Jonathan Bernstein
TT

Biden’s Vaccine Push Looks Like a Win

On Tuesday, the US finally reached President Joe Biden’s goal of having at least 70% of adults receive their first vaccination shot — except that Biden back in May had set the goal for July 4, and Tuesday was the second day of August.

That seems like a clear loss for Biden. But it turned out that setting and failing to hit the goal did no noticeable damage to the president. Yes, plenty of reporters noticed it and there were some stories about it on July 4. Hitting 70%, moreover, was a news story framed by the fact that it was a month later than Biden had wanted.

Yet there’s been little blame cast on the administration for falling short. Partly that’s because a fair number of Republican politicians and media figures were publicly ambivalent or worse about vaccinations — some of them being extremely irresponsible — and made it easy for those who supported Biden’s goal to blame them. Partly it was because the mechanics of distributing the vaccine have gone smoothly and been mostly scandal-free. There has been criticism of the administration’s messaging about masks, but it hasn’t turned into a significant controversy.

To some extent, Biden’s aggressive public goal may have been helpful. Everyone knew at the time it was going to be one of the president’s top priorities, which meant that White House and executive-branch personnel would focus on making it happen. And setting a clear target defined success. It gave members of the administration a metric to judge their performance by and made it more likely that the media would focus on the failure to hit vaccination targets in states such as Florida and Louisiana when the current spike began.

In other words, the public target was a net plus, even though Biden didn’t hit it. I wouldn’t recommend making a habit of setting targets and failing to meet them, but in this case it seems to have worked.

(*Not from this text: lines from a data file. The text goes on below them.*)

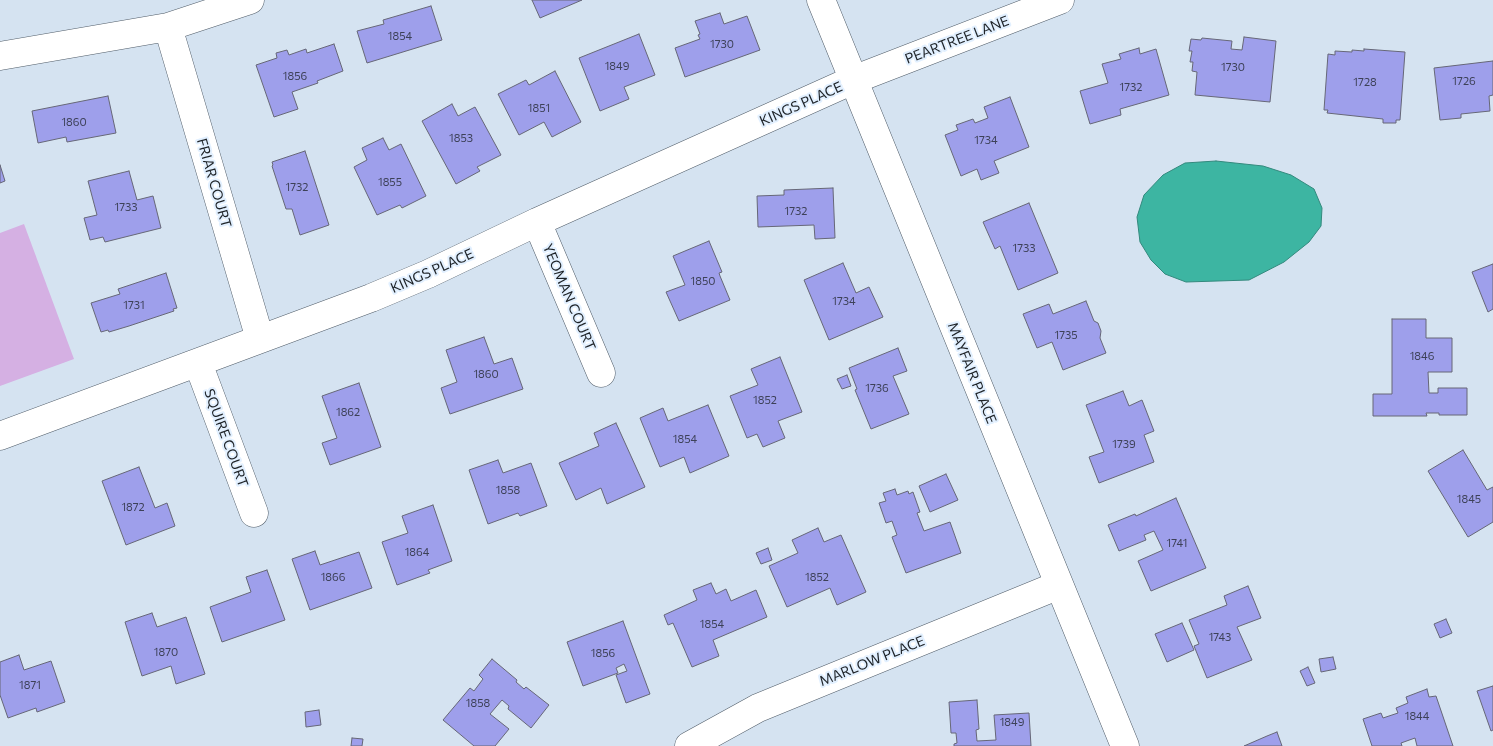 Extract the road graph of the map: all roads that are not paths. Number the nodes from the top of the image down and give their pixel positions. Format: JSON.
{"nodes":[{"id":1,"x":250,"y":0,"type":"edge"},
{"id":2,"x":820,"y":0,"type":"edge"},
{"id":3,"x":1060,"y":0,"type":"edge"},
{"id":4,"x":168,"y":27,"type":"junction"},
{"id":5,"x":0,"y":56,"type":"edge"},
{"id":6,"x":853,"y":80,"type":"junction"},
{"id":7,"x":537,"y":222,"type":"junction"},
{"id":8,"x":260,"y":339,"type":"junction"},
{"id":9,"x":198,"y":363,"type":"junction"},
{"id":10,"x":601,"y":373,"type":"dead end"},
{"id":11,"x":0,"y":436,"type":"edge"},
{"id":12,"x":254,"y":513,"type":"dead end"},
{"id":13,"x":1059,"y":585,"type":"junction"},
{"id":14,"x":689,"y":746,"type":"edge"},
{"id":15,"x":1125,"y":746,"type":"edge"}],
"edges":[{"from":1,"to":4,"type":"street"},
{"from":2,"to":6,"type":"street","name":"MAYFAIR PLACE"},
{"from":3,"to":6,"type":"street","name":"PEARTREE LANE"},
{"from":4,"to":5,"type":"street"},
{"from":4,"to":8,"type":"street","name":"FRIAR COURT"},
{"from":6,"to":7,"type":"street","name":"KINGS PLACE"},
{"from":6,"to":13,"type":"street","name":"MAYFAIR PLACE"},
{"from":7,"to":8,"type":"street","name":"KINGS PLACE"},
{"from":7,"to":10,"type":"street","name":"YEOMAN COURT"},
{"from":8,"to":9,"type":"street","name":"KINGS PLACE"},
{"from":9,"to":11,"type":"street","name":"KINGS PLACE"},
{"from":9,"to":12,"type":"street","name":"SQUIRE COURT"},
{"from":13,"to":14,"type":"street","name":"MARLOW PLACE"},
{"from":13,"to":15,"type":"street","name":"MAYFAIR PLACE"}]} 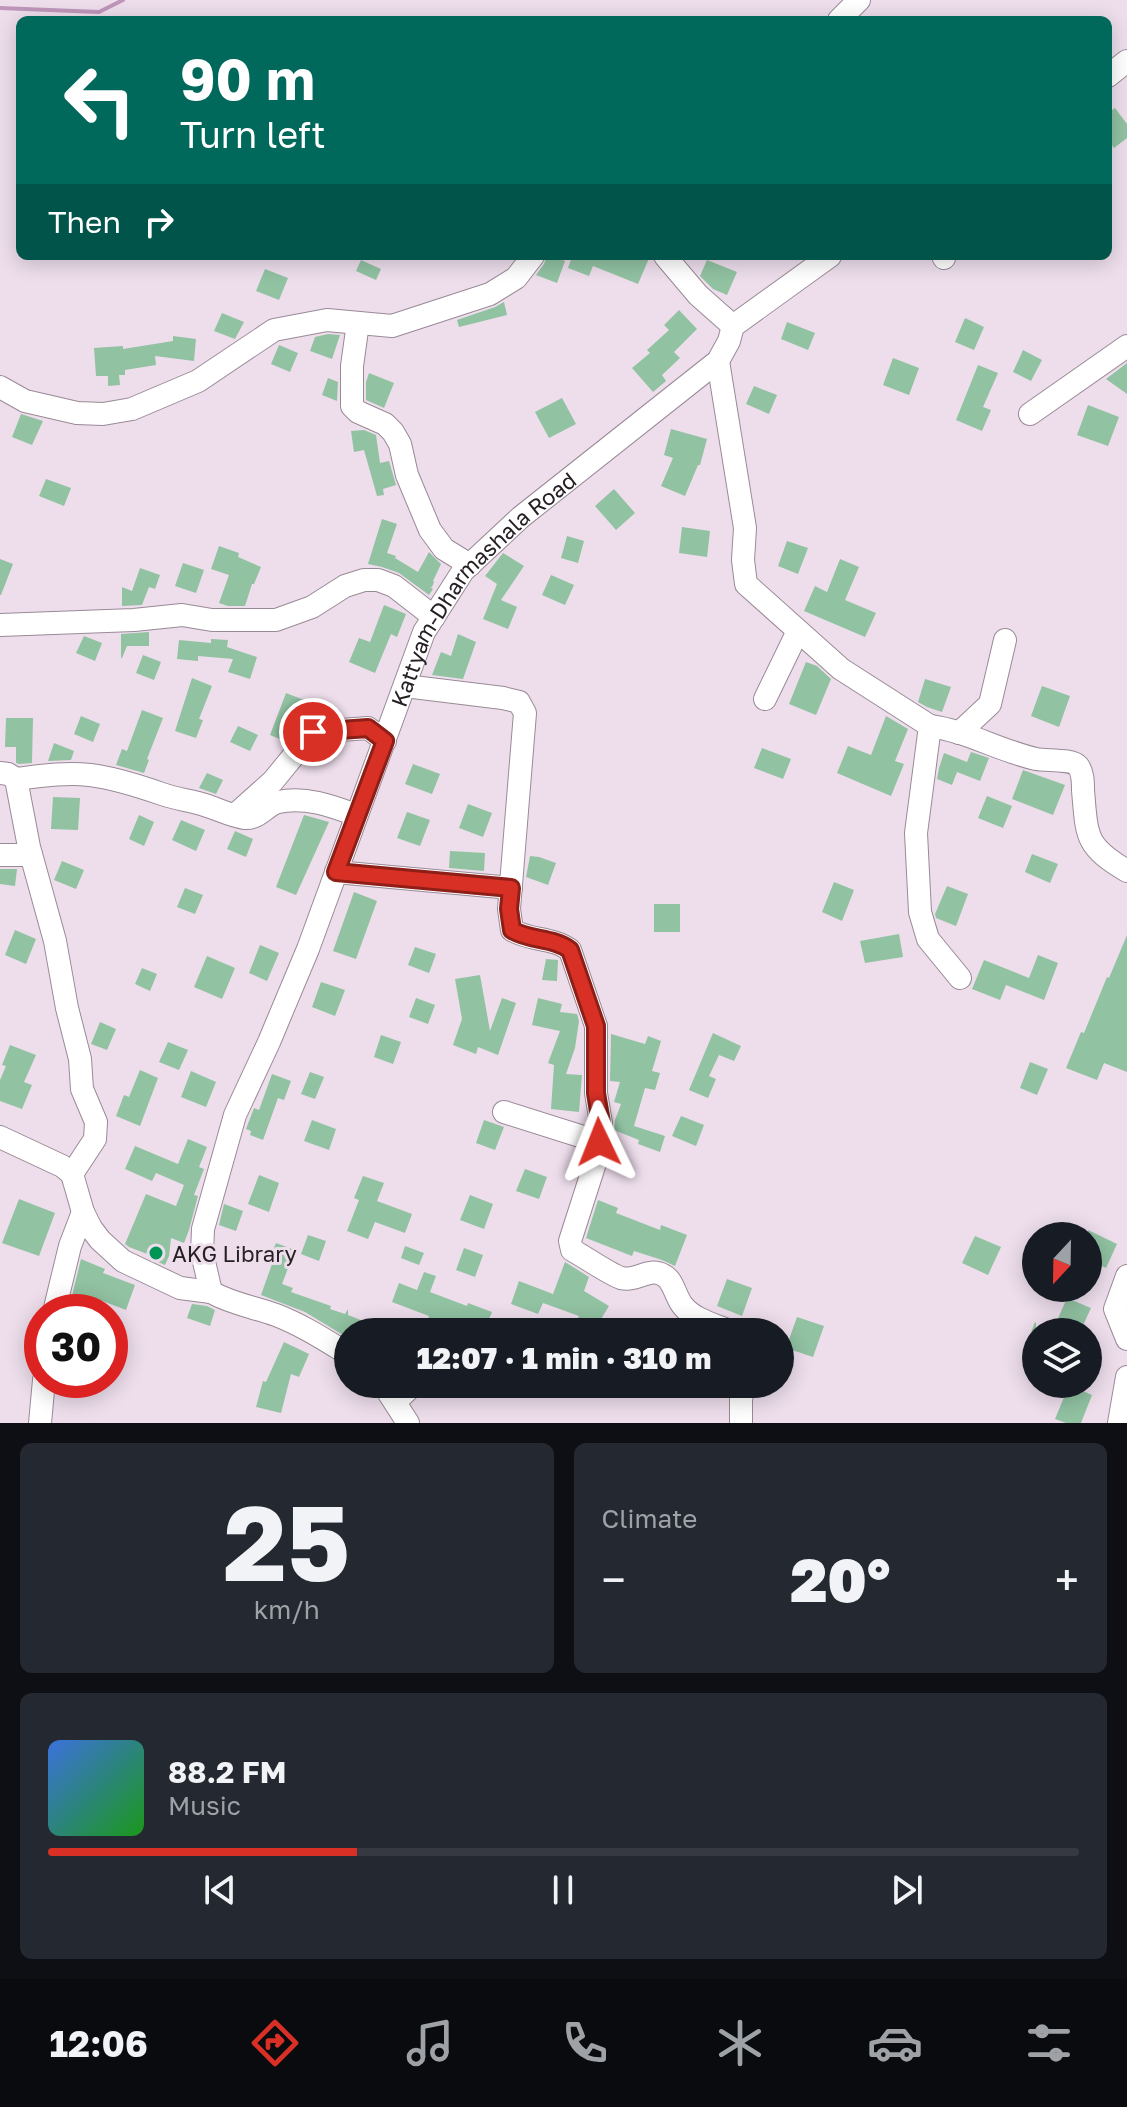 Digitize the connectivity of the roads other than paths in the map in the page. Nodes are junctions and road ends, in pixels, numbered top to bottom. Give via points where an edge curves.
1 (859, 0) edge
2 (843, 16) edge
3 (530, 260) edge
4 (668, 260) edge
5 (824, 260) edge
6 (358, 323) junction
7 (733, 326) junction
8 (1127, 346) edge
9 (718, 361) junction
10 (0, 387) edge
11 (1030, 414) dead end
12 (470, 565) junction
13 (434, 617) junction
14 (0, 625) edge
15 (798, 631) junction
16 (1005, 640) dead end
17 (405, 686) junction
18 (765, 699) dead end
19 (930, 726) junction
20 (959, 733) junction
21 (385, 741) junction
22 (8, 776) edge
23 (235, 815) junction
24 (356, 815) junction
25 (0, 855) edge
26 (31, 855) junction
27 (1127, 871) edge
28 (336, 872) junction
29 (511, 888) junction
30 (960, 978) dead end
31 (504, 1112) dead end
32 (0, 1137) edge
33 (599, 1142) junction
34 (72, 1174) junction
35 (83, 1212) junction
36 (1127, 1276) edge
37 (211, 1292) junction
38 (58, 1294) edge
39 (700, 1318) edge
40 (1127, 1339) edge
41 (334, 1346) edge
42 (1127, 1377) edge
43 (42, 1398) edge
44 (392, 1398) edge
45 (741, 1398) edge
46 (40, 1423) edge
47 (408, 1423) edge
48 (741, 1423) edge
49 (1119, 1423) edge

1 - 2 street
3 - 6 street via 516,278 490,294 392,326
4 - 7 street
5 - 7 street
6 - 10 street via 327,320 274,330 198,381 132,409 77,413 25,401
6 - 12 street via 352,406 393,432 430,530 444,549
7 - 9 street, Kattyam-Dharmashala Road
8 - 11 street
9 - 12 street, Kattyam-Dharmashala Road via 521,517
9 - 15 street via 745,528 746,584
12 - 13 street, Kattyam-Dharmashala Road
13 - 14 street via 394,586 364,580 276,620 182,615
13 - 17 street, Kattyam-Dharmashala Road
15 - 18 street
15 - 19 street via 841,669
16 - 20 street via 990,704
17 - 21 street, Kattyam-Dharmashala Road
17 - 29 street via 503,698 519,702 525,713
19 - 20 street
19 - 30 street via 916,833 920,912 928,939
20 - 27 street via 1014,754 1078,766 1091,841 1103,857
21 - 23 street via 368,728 313,732 273,781
21 - 24 street, Kattyam-Dharmashala Road
22 - 23 street via 90,775
22 - 26 street
23 - 24 street via 248,818 277,802 306,801
24 - 28 street, Kattyam-Dharmashala Road
25 - 26 street
26 - 34 street via 55,941 82,1089 96,1122 95,1139
28 - 29 street
28 - 37 street, Kattyam-Dharmashala Road via 235,1115 203,1229 202,1253
29 - 33 street via 512,930 561,943 570,950 581,978 596,1026
31 - 33 street
32 - 34 street
33 - 39 street via 570,1241 572,1250 620,1277 661,1273 681,1305
34 - 35 street
35 - 37 street via 100,1240 123,1261 180,1288
35 - 38 street
36 - 40 street via 1115,1309
37 - 41 street via 303,1327
42 - 49 street
43 - 46 street
44 - 47 street
45 - 48 street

That said: Biden and the administration aren’t blameless. Only over the past week or so has the president established (partial) vaccination mandates for federal employees and contractors, a decision he could’ve made much earlier. Indeed, his actions took place amid of a bunch of new private and public mandates, which were happening only after vaccination rates had begun to rebound. Perhaps Biden played this well, and being more aggressive would’ve been polarizing. But perhaps he was overly timid and wound up losing valuable time by hesitating. There’s no easy way to test that question, but I’d certainly be interested in any reporting on internal administration deliberations on it.

What I do have some confidence about is that the spin, which the White House has basically won, matters less than the substance, which is a lot harder to judge.